EXERCISE OBJECTIVE
Because the copy must hold no pictures, return the data below with all of its words intact.

DATA BLOCK

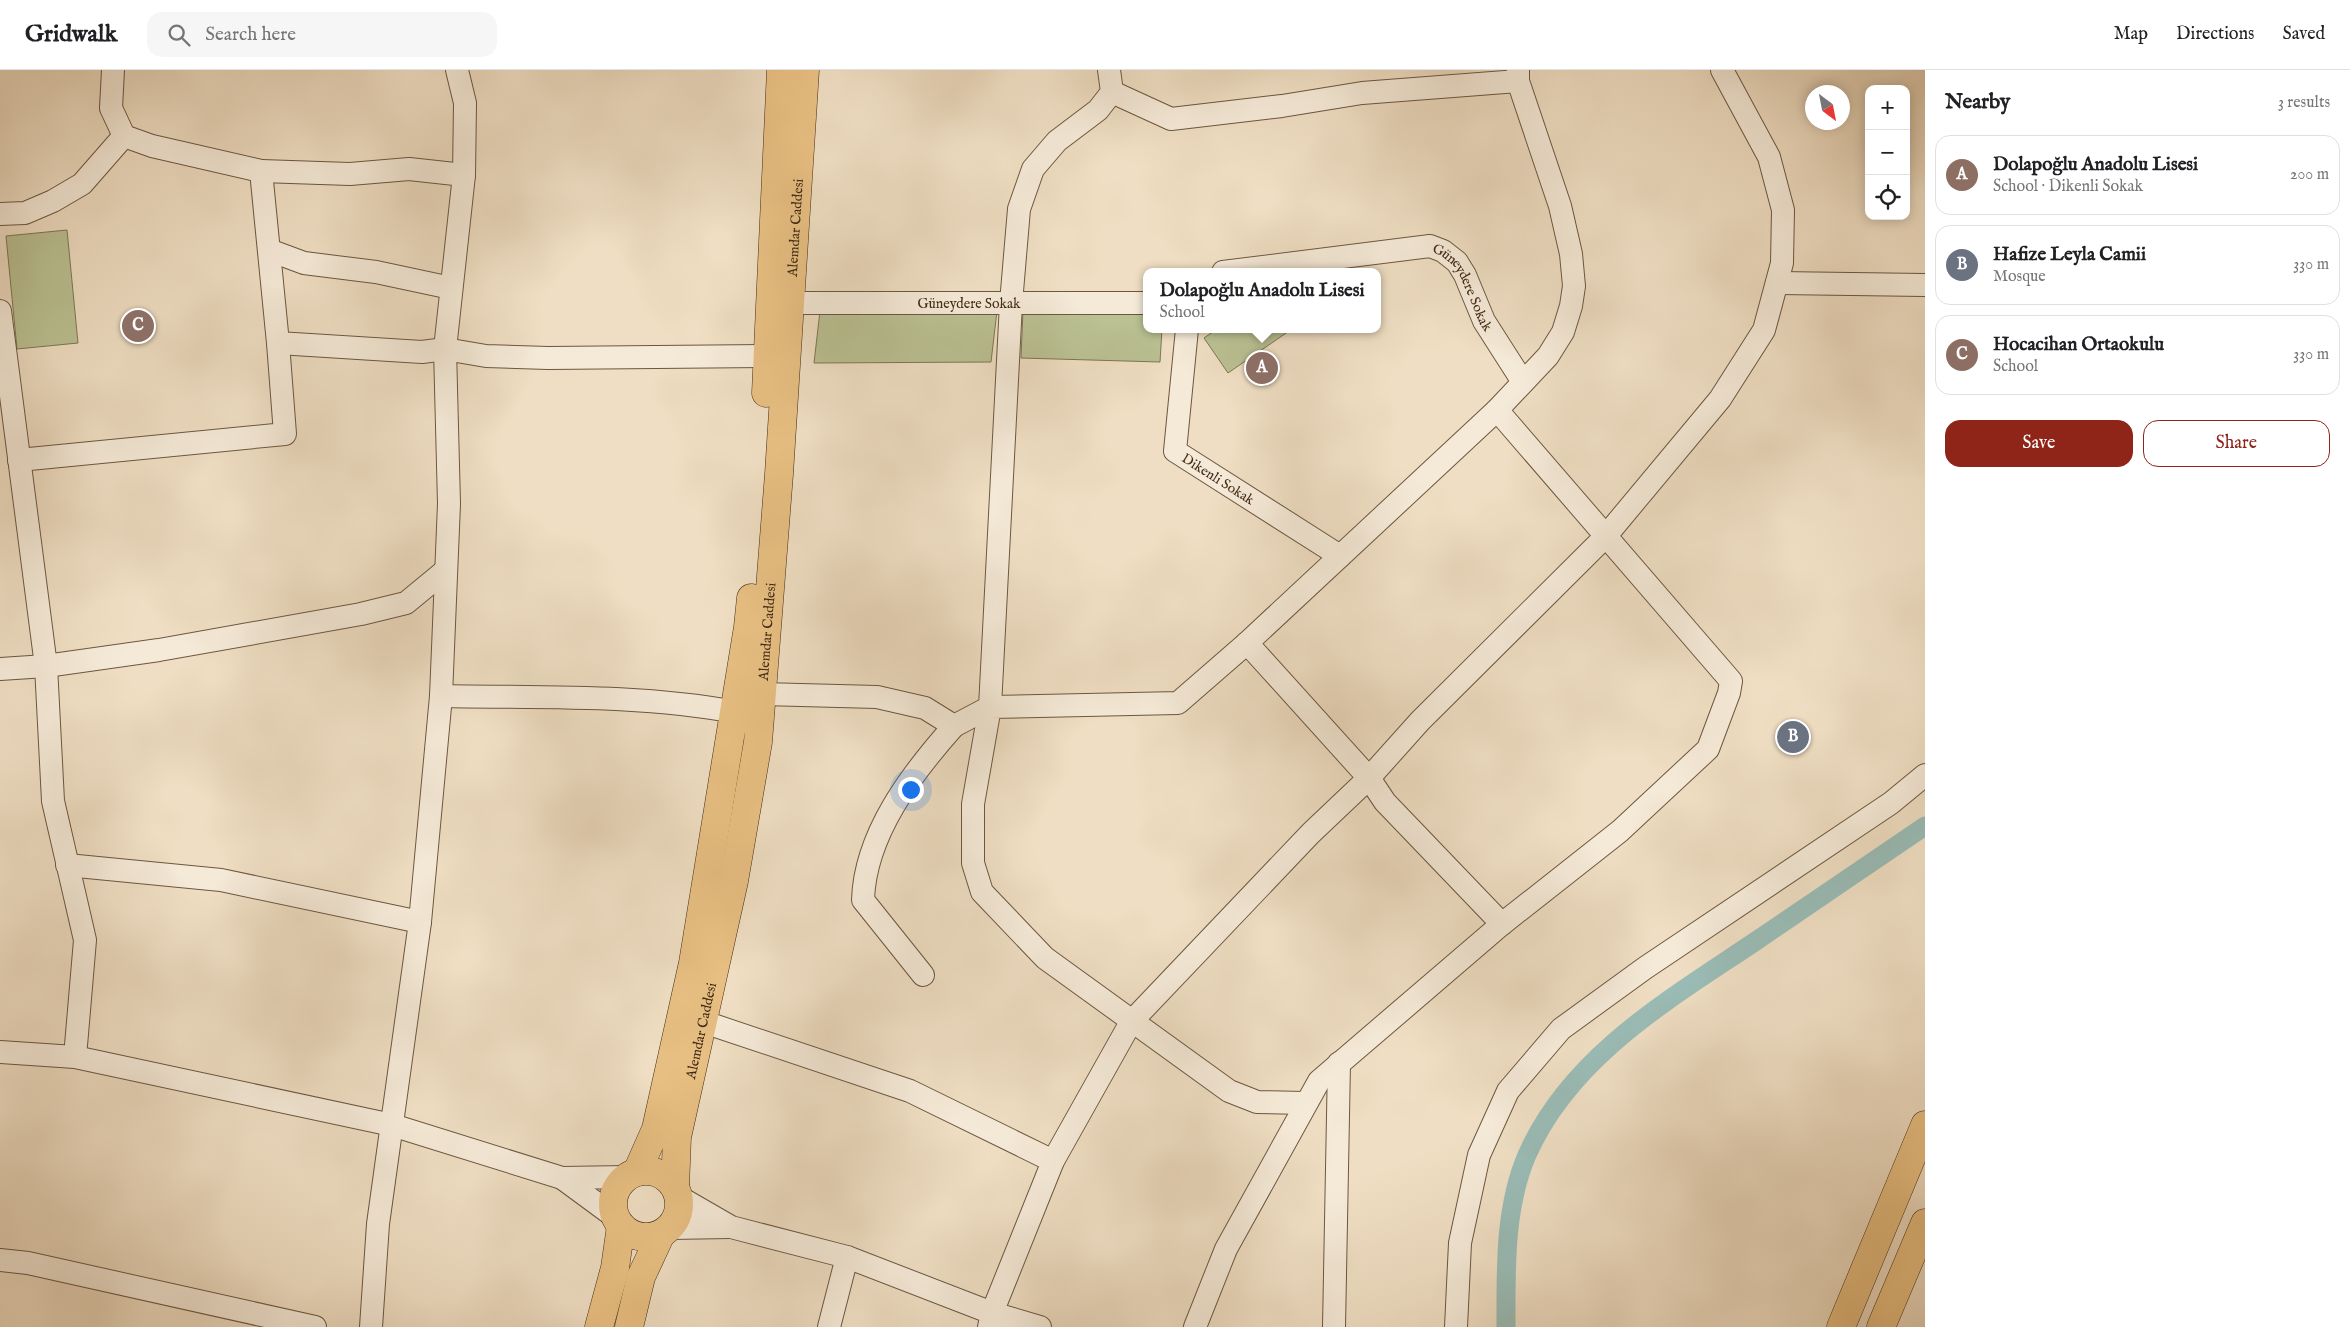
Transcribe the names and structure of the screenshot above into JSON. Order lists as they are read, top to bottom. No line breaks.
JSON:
{"streets":{"main road":["Alemdar Caddesi"],"street":["Güneydere Sokak","Dikenli Sokak"]},"crossings":[["Alemdar Caddesi","Güneydere Sokak"]],"north":"bottom right","page":{"header":"Gridwalk","search":"Search here","nav":["Map","Directions","Saved"],"heading":["Nearby","3 results"],"map_buttons":["+","−"],"list":[{"mark":"A","name":"Dolapoğlu Anadolu Lisesi","note":"School · Dikenli Sokak","value":"200 m"},{"mark":"B","name":"Hafize Leyla Camii","note":"Mosque","value":"330 m"},{"mark":"C","name":"Hocacihan Ortaokulu","note":"School","value":"330 m"}],"popup":["Dolapoğlu Anadolu Lisesi","School"],"pins":["C","A","B"],"buttons":["Save","Share"]}}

FINISHED EXERCISE
Transcribe the names and structure of the screenshot above into JSON. Order lists as they are read, top to bottom. No line breaks.
JSON:
{"streets":{"main road":["Alemdar Caddesi"],"street":["Güneydere Sokak","Dikenli Sokak"]},"crossings":[["Alemdar Caddesi","Güneydere Sokak"]],"north":"bottom right","page":{"header":"Gridwalk","search":"Search here","nav":["Map","Directions","Saved"],"heading":["Nearby","3 results"],"map_buttons":["+","−"],"list":[{"mark":"A","name":"Dolapoğlu Anadolu Lisesi","note":"School · Dikenli Sokak","value":"200 m"},{"mark":"B","name":"Hafize Leyla Camii","note":"Mosque","value":"330 m"},{"mark":"C","name":"Hocacihan Ortaokulu","note":"School","value":"330 m"}],"popup":["Dolapoğlu Anadolu Lisesi","School"],"pins":["C","A","B"],"buttons":["Save","Share"]}}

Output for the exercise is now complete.